REQUIRED WORK >> The result should be every line that contains the word "roads", taken from the material.

╔══

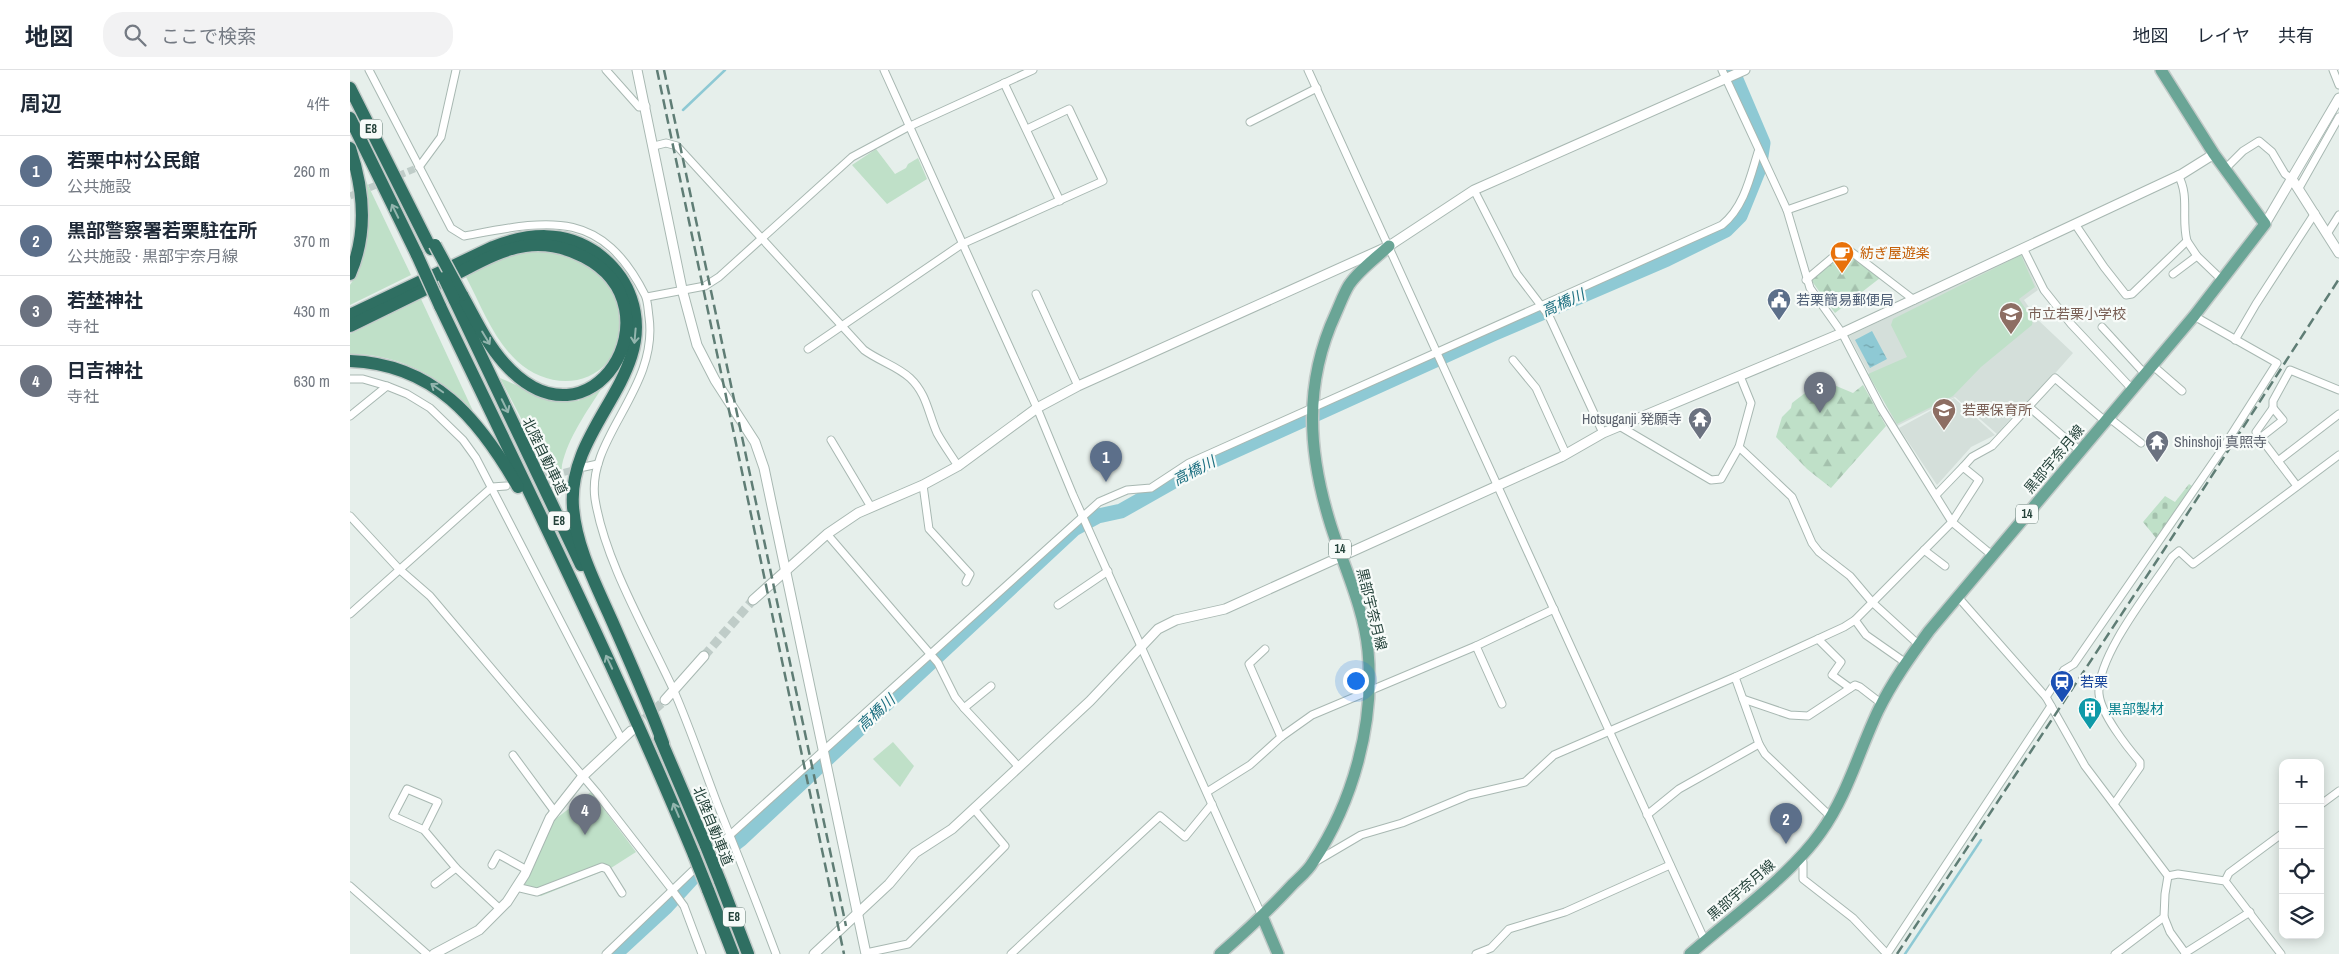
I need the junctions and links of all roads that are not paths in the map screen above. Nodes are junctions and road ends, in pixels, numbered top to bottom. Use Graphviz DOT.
graph roads {
  1 [pos="369,70"];
  2 [pos="456,70"];
  3 [pos="606,70"];
  4 [pos="637,70"];
  5 [pos="884,70"];
  6 [pos="1033,70"];
  7 [pos="1308,70"];
  8 [pos="1722,70"];
  9 [pos="1746,70"];
  10 [pos="2161,70"];
  11 [pos="2333,70"];
  12 [pos="1726,79"];
  13 [pos="1004,83"];
  14 [pos="2339,85"];
  15 [pos="350,88"];
  16 [pos="1317,88"];
  17 [pos="2338,102"];
  18 [pos="646,106"];
  19 [pos="2339,117"];
  20 [pos="350,118"];
  21 [pos="1250,122"];
  22 [pos="908,127"];
  23 [pos="1027,129"];
  24 [pos="654,146"];
  25 [pos="350,148"];
  26 [pos="1758,152"];
  27 [pos="2214,154"];
  28 [pos="420,167"];
  29 [pos="2225,169"];
  30 [pos="2178,175"];
  31 [pos="2292,179"];
  32 [pos="2299,188"];
  33 [pos="1474,190"];
  34 [pos="1844,190"];
  35 [pos="1060,201"];
  36 [pos="1787,210"];
  37 [pos="2315,213"];
  38 [pos="2339,215"];
  39 [pos="2075,224"];
  40 [pos="2264,224"];
  41 [pos="2327,234"];
  42 [pos="761,238"];
  43 [pos="2187,241"];
  44 [pos="962,244"];
  45 [pos="1389,246"];
  46 [pos="2023,248"];
  47 [pos="2339,253"];
  48 [pos="2198,256"];
  49 [pos="350,274"];
  50 [pos="2173,274"];
  51 [pos="1806,280"];
  52 [pos="2222,280"];
  53 [pos="682,289"];
  54 [pos="1036,294"];
  55 [pos="458,297"];
  56 [pos="647,297"];
  57 [pos="1914,300"];
  58 [pos="1541,305"];
  59 [pos="350,315"];
  60 [pos="2194,316"];
  61 [pos="843,325"];
  62 [pos="350,326"];
  63 [pos="2102,327"];
  64 [pos="1842,333"];
  65 [pos="2235,340"];
  66 [pos="808,349"];
  67 [pos="1436,353"];
  68 [pos="1513,360"];
  69 [pos="350,361"];
  70 [pos="2149,370"];
  71 [pos="1740,376"];
  72 [pos="350,379"];
  73 [pos="387,386"];
  74 [pos="1078,386"];
  75 [pos="2132,389"];
  76 [pos="2339,390"];
  77 [pos="2182,392"];
  78 [pos="2028,406"];
  79 [pos="1037,408"];
  80 [pos="1313,408"];
  81 [pos="2273,408"];
  82 [pos="2339,414"];
  83 [pos="350,416"];
  84 [pos="2107,419"];
  85 [pos="1621,427"];
  86 [pos="1603,433"];
  87 [pos="2260,438"];
  88 [pos="831,440"];
  89 [pos="2140,443"];
  90 [pos="1739,447"];
  91 [pos="2080,451"];
  92 [pos="1566,454"];
  93 [pos="2339,455"];
  94 [pos="2278,461"];
  95 [pos="598,464"];
  96 [pos="958,466"];
  97 [pos="584,467"];
  98 [pos="1963,467"];
  99 [pos="923,485"];
  100 [pos="506,486"];
  101 [pos="1498,486"];
  102 [pos="2297,486"];
  103 [pos="492,487"];
  104 [pos="1936,494"];
  105 [pos="871,507"];
  106 [pos="1082,515"];
  107 [pos="350,516"];
  108 [pos="1952,522"];
  109 [pos="827,534"];
  110 [pos="1924,550"];
  111 [pos="1342,556"];
  112 [pos="1993,556"];
  113 [pos="1945,566"];
  114 [pos="399,569"];
  115 [pos="787,569"];
  116 [pos="1108,571"];
  117 [pos="966,582"];
  118 [pos="1958,597"];
  119 [pos="753,600"];
  120 [pos="1872,602"];
  121 [pos="1058,605"];
  122 [pos="1554,609"];
  123 [pos="350,614"];
  124 [pos="1855,620"];
  125 [pos="596,632"];
  126 [pos="1818,639"];
  127 [pos="1919,645"];
  128 [pos="1141,646"];
  129 [pos="1476,646"];
  130 [pos="1265,649"];
  131 [pos="930,653"];
  132 [pos="704,656"];
  133 [pos="1906,663"];
  134 [pos="1735,678"];
  135 [pos="990,686"];
  136 [pos="1850,688"];
  137 [pos="1370,690"];
  138 [pos="674,692"];
  139 [pos="2046,697"];
  140 [pos="1743,699"];
  141 [pos="665,700"];
  142 [pos="1502,704"];
  143 [pos="1882,704"];
  144 [pos="2051,706"];
  145 [pos="964,708"];
  146 [pos="631,732"];
  147 [pos="1610,733"];
  148 [pos="1281,736"];
  149 [pos="622,740"];
  150 [pos="663,744"];
  151 [pos="1759,744"];
  152 [pos="825,750"];
  153 [pos="514,755"];
  154 [pos="1019,767"];
  155 [pos="583,776"];
  156 [pos="2339,791"];
  157 [pos="1207,792"];
  158 [pos="1212,804"];
  159 [pos="2114,804"];
  160 [pos="2321,804"];
  161 [pos="974,809"];
  162 [pos="555,812"];
  163 [pos="1647,815"];
  164 [pos="1831,817"];
  165 [pos="424,830"];
  166 [pos="730,835"];
  167 [pos="2279,836"];
  168 [pos="1799,858"];
  169 [pos="1313,863"];
  170 [pos="492,865"];
  171 [pos="1670,865"];
  172 [pos="456,868"];
  173 [pos="526,870"];
  174 [pos="2168,876"];
  175 [pos="2225,881"];
  176 [pos="435,884"];
  177 [pos="350,886"];
  178 [pos="516,887"];
  179 [pos="673,891"];
  180 [pos="622,893"];
  181 [pos="500,909"];
  182 [pos="2250,912"];
  183 [pos="858,913"];
  184 [pos="1262,916"];
  185 [pos="2164,918"];
  186 [pos="1705,941"];
  187 [pos="2185,953"];
  188 [pos="427,954"];
  189 [pos="434,954"];
  190 [pos="606,954"];
  191 [pos="702,954"];
  192 [pos="733,954"];
  193 [pos="748,954"];
  194 [pos="776,954"];
  195 [pos="814,954"];
  196 [pos="866,954"];
  197 [pos="1011,954"];
  198 [pos="1220,954"];
  199 [pos="1278,954"];
  200 [pos="1476,954"];
  201 [pos="1690,954"];
  202 [pos="1887,954"];
  203 [pos="2116,954"];
  204 [pos="2281,954"];
  1 -- 28 [label="street"];
  2 -- 28 [label="street"];
  3 -- 18 [label="street"];
  4 -- 18 [label="street"];
  5 -- 22 [label="street"];
  6 -- 13 [label="street"];
  7 -- 16 [label="street"];
  8 -- 12 [label="street"];
  9 -- 12 [label="street"];
  10 -- 27 [label="main road"];
  11 -- 14 [label="street"];
  12 -- 26 [label="street"];
  12 -- 33 [label="street"];
  13 -- 22 [label="street"];
  13 -- 23 [label="street"];
  15 -- 55 [label="highway, 北陸自動車道 / E8, bridge"];
  16 -- 21 [label="street"];
  16 -- 45 [label="street"];
  17 -- 31 [label="street"];
  18 -- 24 [label="street"];
  19 -- 32 [label="street"];
  125 -- 20 [label="highway, 北陸自動車道 / E8, one-way, bridge"];
  22 -- 42 [label="street"];
  22 -- 44 [label="street"];
  23 -- 35 [label="street"];
  23 -- 35 [label="street"];
  24 -- 42 [label="street"];
  24 -- 53 [label="street"];
  25 -- 49 [label="highway"];
  26 -- 36 [label="street"];
  26 -- 58 [label="street"];
  27 -- 29 [label="main road"];
  27 -- 30 [label="street"];
  28 -- 56 [label="street"];
  29 -- 31 [label="street"];
  29 -- 40 [label="main road"];
  30 -- 39 [label="street"];
  30 -- 43 [label="street"];
  31 -- 32 [label="street"];
  31 -- 40 [label="street"];
  32 -- 37 [label="street"];
  33 -- 45 [label="street"];
  33 -- 58 [label="street"];
  34 -- 36 [label="street"];
  35 -- 44 [label="street"];
  36 -- 51 [label="street"];
  37 -- 41 [label="street"];
  37 -- 65 [label="street"];
  38 -- 41 [label="street"];
  39 -- 43 [label="street"];
  39 -- 46 [label="street"];
  40 -- 52 [label="main road, 黒部宇奈月線 / 14"];
  41 -- 47 [label="street"];
  42 -- 53 [label="street"];
  42 -- 61 [label="street"];
  43 -- 48 [label="street"];
  44 -- 61 [label="street"];
  44 -- 79 [label="street"];
  45 -- 67 [label="street"];
  45 -- 74 [label="street"];
  45 -- 80 [label="main road, 黒部宇奈月線 / 14"];
  46 -- 57 [label="street"];
  46 -- 75 [label="street"];
  48 -- 50 [label="street"];
  48 -- 52 [label="street"];
  51 -- 57 [label="street"];
  51 -- 64 [label="street"];
  52 -- 60 [label="main road, 黒部宇奈月線 / 14"];
  53 -- 56 [label="street"];
  53 -- 115 [label="street"];
  54 -- 74 [label="street"];
  55 -- 62 [label="highway, one-way"];
  55 -- 150 [label="highway, 北陸自動車道 / E8, one-way"];
  56 -- 95 [label="street"];
  57 -- 64 [label="street"];
  58 -- 67 [label="street"];
  58 -- 86 [label="street"];
  59 -- 150 [label="highway, one-way"];
  60 -- 65 [label="street"];
  60 -- 70 [label="main road, 黒部宇奈月線 / 14"];
  61 -- 66 [label="street"];
  61 -- 96 [label="street"];
  63 -- 70 [label="street"];
  64 -- 71 [label="street"];
  64 -- 104 [label="street"];
  65 -- 139 [label="street"];
  67 -- 80 [label="street"];
  67 -- 101 [label="street"];
  68 -- 92 [label="street"];
  125 -- 69 [label="highway, one-way"];
  70 -- 75 [label="main road, 黒部宇奈月線 / 14"];
  70 -- 77 [label="street"];
  71 -- 85 [label="street"];
  71 -- 90 [label="street"];
  72 -- 73 [label="street"];
  73 -- 83 [label="street"];
  73 -- 103 [label="street"];
  74 -- 79 [label="street"];
  75 -- 84 [label="main road, 黒部宇奈月線 / 14"];
  76 -- 81 [label="street"];
  78 -- 84 [label="street"];
  78 -- 91 [label="street"];
  78 -- 98 [label="street"];
  79 -- 96 [label="street"];
  79 -- 106 [label="street"];
  80 -- 106 [label="street"];
  80 -- 111 [label="main road, 黒部宇奈月線 / 14"];
  81 -- 87 [label="street"];
  81 -- 87 [label="street"];
  82 -- 94 [label="street"];
  84 -- 89 [label="street"];
  84 -- 91 [label="main road, 黒部宇奈月線 / 14"];
  85 -- 86 [label="street"];
  85 -- 90 [label="street"];
  86 -- 92 [label="street"];
  87 -- 94 [label="street"];
  88 -- 105 [label="street"];
  90 -- 120 [label="street"];
  91 -- 112 [label="main road, 黒部宇奈月線 / 14"];
  92 -- 101 [label="street"];
  93 -- 102 [label="street"];
  94 -- 102 [label="street"];
  95 -- 97 [label="street"];
  95 -- 138 [label="street"];
  96 -- 99 [label="street"];
  98 -- 104 [label="street"];
  98 -- 108 [label="street"];
  99 -- 105 [label="street"];
  99 -- 117 [label="street"];
  100 -- 103 [label="street"];
  101 -- 111 [label="street"];
  101 -- 122 [label="street"];
  102 -- 159 [label="street"];
  103 -- 114 [label="street"];
  103 -- 149 [label="street"];
  104 -- 108 [label="street"];
  105 -- 109 [label="street"];
  106 -- 116 [label="street"];
  106 -- 131 [label="street"];
  107 -- 114 [label="street"];
  108 -- 110 [label="street"];
  108 -- 112 [label="street"];
  109 -- 115 [label="street"];
  109 -- 131 [label="street"];
  110 -- 113 [label="street"];
  110 -- 120 [label="street"];
  111 -- 128 [label="street"];
  111 -- 137 [label="main road, 黒部宇奈月線 / 14"];
  112 -- 118 [label="main road, 黒部宇奈月線 / 14"];
  114 -- 123 [label="street"];
  114 -- 155 [label="street"];
  115 -- 119 [label="street"];
  115 -- 152 [label="street"];
  116 -- 121 [label="street"];
  116 -- 128 [label="street"];
  118 -- 127 [label="main road, 黒部宇奈月線 / 14"];
  118 -- 139 [label="street"];
  120 -- 124 [label="street"];
  120 -- 127 [label="street"];
  122 -- 129 [label="street"];
  122 -- 147 [label="street"];
  124 -- 126 [label="street"];
  124 -- 133 [label="street"];
  192 -- 125 [label="highway, 北陸自動車道 / E8, one-way, bridge"];
  126 -- 134 [label="street"];
  126 -- 136 [label="street"];
  127 -- 133 [label="main road, 黒部宇奈月線 / 14"];
  128 -- 154 [label="street"];
  128 -- 157 [label="street"];
  129 -- 137 [label="street"];
  129 -- 142 [label="street"];
  130 -- 148 [label="street"];
  131 -- 145 [label="street"];
  131 -- 152 [label="street"];
  132 -- 138 [label="street"];
  133 -- 143 [label="main road, 黒部宇奈月線 / 14"];
  134 -- 140 [label="street"];
  134 -- 147 [label="street"];
  135 -- 145 [label="street"];
  136 -- 140 [label="street"];
  136 -- 143 [label="street"];
  137 -- 148 [label="street"];
  137 -- 169 [label="main road, 黒部宇奈月線 / 14"];
  138 -- 141 [label="street"];
  138 -- 166 [label="street"];
  139 -- 144 [label="street"];
  140 -- 151 [label="street"];
  143 -- 164 [label="main road, 黒部宇奈月線 / 14"];
  144 -- 159 [label="street"];
  144 -- 202 [label="street"];
  145 -- 154 [label="street"];
  146 -- 149 [label="street"];
  147 -- 163 [label="street"];
  147 -- 169 [label="street"];
  148 -- 157 [label="street"];
  149 -- 155 [label="street"];
  150 -- 193 [label="highway, 北陸自動車道 / E8, bridge"];
  151 -- 163 [label="street"];
  151 -- 164 [label="street"];
  152 -- 166 [label="street"];
  152 -- 183 [label="street"];
  153 -- 162 [label="street"];
  154 -- 161 [label="street"];
  155 -- 162 [label="street"];
  155 -- 179 [label="street"];
  156 -- 160 [label="street"];
  157 -- 158 [label="street"];
  158 -- 184 [label="street"];
  158 -- 197 [label="street"];
  159 -- 174 [label="street"];
  161 -- 183 [label="street"];
  161 -- 196 [label="street"];
  162 -- 173 [label="street"];
  163 -- 171 [label="street"];
  164 -- 168 [label="main road, 黒部宇奈月線 / 14"];
  165 -- 165 [label="street"];
  165 -- 172 [label="street"];
  166 -- 179 [label="street"];
  166 -- 194 [label="street"];
  167 -- 175 [label="street"];
  168 -- 186 [label="main road, 黒部宇奈月線 / 14"];
  168 -- 202 [label="street"];
  169 -- 184 [label="main road, 黒部宇奈月線 / 14"];
  170 -- 173 [label="street"];
  171 -- 186 [label="street"];
  171 -- 200 [label="street"];
  172 -- 176 [label="street"];
  172 -- 181 [label="street"];
  173 -- 178 [label="street"];
  174 -- 175 [label="street"];
  174 -- 185 [label="street"];
  175 -- 182 [label="street"];
  177 -- 188 [label="street"];
  178 -- 180 [label="street"];
  178 -- 181 [label="street"];
  179 -- 190 [label="street"];
  179 -- 191 [label="street"];
  181 -- 189 [label="street"];
  182 -- 187 [label="street"];
  182 -- 204 [label="street"];
  183 -- 195 [label="street"];
  183 -- 196 [label="street"];
  184 -- 198 [label="main road, 黒部宇奈月線 / 14"];
  184 -- 199 [label="main road"];
  185 -- 187 [label="street"];
  185 -- 203 [label="street"];
  186 -- 201 [label="main road, 黒部宇奈月線 / 14"];
}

╚══

EXPECTED OUTPUT >>
I need the junctions and links of all roads that are not paths in the map screen above. Nodes are junctions and road ends, in pixels, numbered top to bottom. Use Graphviz DOT.
graph roads {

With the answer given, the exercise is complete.